The incentive to find a cure for the dementia disease, is large: in Germany Alone, approximately 1.7 million people with dementia live, according to the German Alzheimer society, the majority of them has Alzheimer’s. There should be no breakthrough in the prevention and therapy, could increase the number up to the year 2050 to about 3 million, showed calculations, taking into account the population development.
Rarely, the disease in humans is diagnosed under 60 years of age. However, Alzheimer’s is expected to begin already in middle age and progresses for decades, unnoticed, before the first symptoms occur. An effective drug, there is not, only a few drugs that slow down the progression of the disease, and the Lessening of mental abilities a little.
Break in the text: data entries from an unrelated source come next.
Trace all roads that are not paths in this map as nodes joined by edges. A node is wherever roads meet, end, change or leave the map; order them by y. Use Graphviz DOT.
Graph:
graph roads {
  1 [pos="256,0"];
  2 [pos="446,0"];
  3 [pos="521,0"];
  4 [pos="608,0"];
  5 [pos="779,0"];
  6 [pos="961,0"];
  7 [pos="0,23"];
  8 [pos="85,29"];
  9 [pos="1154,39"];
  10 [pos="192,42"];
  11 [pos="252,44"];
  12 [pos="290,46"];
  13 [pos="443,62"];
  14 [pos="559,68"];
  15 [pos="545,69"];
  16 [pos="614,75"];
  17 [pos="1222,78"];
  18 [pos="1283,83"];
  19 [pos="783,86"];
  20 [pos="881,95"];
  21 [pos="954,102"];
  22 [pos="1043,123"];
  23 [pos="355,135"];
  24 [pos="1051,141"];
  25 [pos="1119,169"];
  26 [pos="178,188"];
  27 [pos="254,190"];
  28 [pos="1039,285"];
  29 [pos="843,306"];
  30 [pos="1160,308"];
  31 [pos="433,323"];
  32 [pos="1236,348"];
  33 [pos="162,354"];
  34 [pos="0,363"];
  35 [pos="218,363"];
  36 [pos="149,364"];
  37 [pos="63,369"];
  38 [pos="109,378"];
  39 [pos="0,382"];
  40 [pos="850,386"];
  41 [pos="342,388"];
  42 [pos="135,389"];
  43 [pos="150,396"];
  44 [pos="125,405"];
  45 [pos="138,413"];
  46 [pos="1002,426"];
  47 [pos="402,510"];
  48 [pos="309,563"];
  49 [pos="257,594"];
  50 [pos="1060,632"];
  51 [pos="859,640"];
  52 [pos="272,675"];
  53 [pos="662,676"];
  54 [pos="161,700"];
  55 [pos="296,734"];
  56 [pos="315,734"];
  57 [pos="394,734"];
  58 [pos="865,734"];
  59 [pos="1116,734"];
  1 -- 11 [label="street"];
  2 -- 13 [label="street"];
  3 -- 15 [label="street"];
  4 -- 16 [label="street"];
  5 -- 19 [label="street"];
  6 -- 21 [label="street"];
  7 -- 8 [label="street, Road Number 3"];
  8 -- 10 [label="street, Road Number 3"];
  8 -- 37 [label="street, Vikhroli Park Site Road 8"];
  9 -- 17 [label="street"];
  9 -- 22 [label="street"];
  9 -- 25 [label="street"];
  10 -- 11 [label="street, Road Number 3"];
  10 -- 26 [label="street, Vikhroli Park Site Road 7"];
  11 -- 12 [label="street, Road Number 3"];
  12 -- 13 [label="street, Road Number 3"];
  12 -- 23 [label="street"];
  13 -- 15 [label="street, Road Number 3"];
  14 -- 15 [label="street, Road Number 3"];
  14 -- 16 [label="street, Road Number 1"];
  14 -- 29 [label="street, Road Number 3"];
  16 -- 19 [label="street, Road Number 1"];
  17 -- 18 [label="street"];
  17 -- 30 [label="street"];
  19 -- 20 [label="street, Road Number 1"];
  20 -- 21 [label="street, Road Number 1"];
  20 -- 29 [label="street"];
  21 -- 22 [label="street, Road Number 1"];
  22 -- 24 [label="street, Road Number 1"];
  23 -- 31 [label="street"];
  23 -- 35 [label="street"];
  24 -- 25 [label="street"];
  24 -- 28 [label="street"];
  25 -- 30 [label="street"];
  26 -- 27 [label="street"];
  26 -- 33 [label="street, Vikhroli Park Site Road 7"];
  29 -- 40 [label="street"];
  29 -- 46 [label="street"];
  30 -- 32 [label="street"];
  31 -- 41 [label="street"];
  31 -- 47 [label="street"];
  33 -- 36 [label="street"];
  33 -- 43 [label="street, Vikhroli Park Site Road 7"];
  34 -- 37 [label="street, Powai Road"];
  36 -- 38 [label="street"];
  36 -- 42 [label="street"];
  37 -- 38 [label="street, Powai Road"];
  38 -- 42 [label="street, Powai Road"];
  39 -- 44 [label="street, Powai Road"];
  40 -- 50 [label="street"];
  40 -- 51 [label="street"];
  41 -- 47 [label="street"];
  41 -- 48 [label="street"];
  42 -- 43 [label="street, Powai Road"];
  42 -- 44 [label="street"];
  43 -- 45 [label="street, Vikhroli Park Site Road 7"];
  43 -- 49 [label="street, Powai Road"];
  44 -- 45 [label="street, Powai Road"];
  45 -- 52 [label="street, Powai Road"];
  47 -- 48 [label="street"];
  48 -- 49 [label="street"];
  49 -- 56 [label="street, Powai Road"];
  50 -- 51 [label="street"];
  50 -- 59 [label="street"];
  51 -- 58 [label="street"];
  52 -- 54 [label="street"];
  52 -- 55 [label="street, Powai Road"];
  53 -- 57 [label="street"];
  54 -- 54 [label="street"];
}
Abeta but not the solution to healing
The problem with the recent Failure of drug candidates solely on the fact that in the near future, no effective remedy against Alzheimer’s dementia is available is not. Many scientists are wondering whether you have been looking for the past few years, with the focus on Abeta at all in the right place after a starting point for a drug.
“The investigations that we have now, not indicate, at least to the fact that vaccination against Abeta in certain phases of the disease is effective,” says Alzheimer’s researcher Michael Heneka, Director of the clinic for Neurodegenerative diseases and geriatric psychiatry at the University of Bonn. Mourn not help in this Situation. Perhaps the shock turns out after the Failure as salutary. Because that opens up the possibility to rethink old approaches to research and test new. Both observed a new openness in the research community.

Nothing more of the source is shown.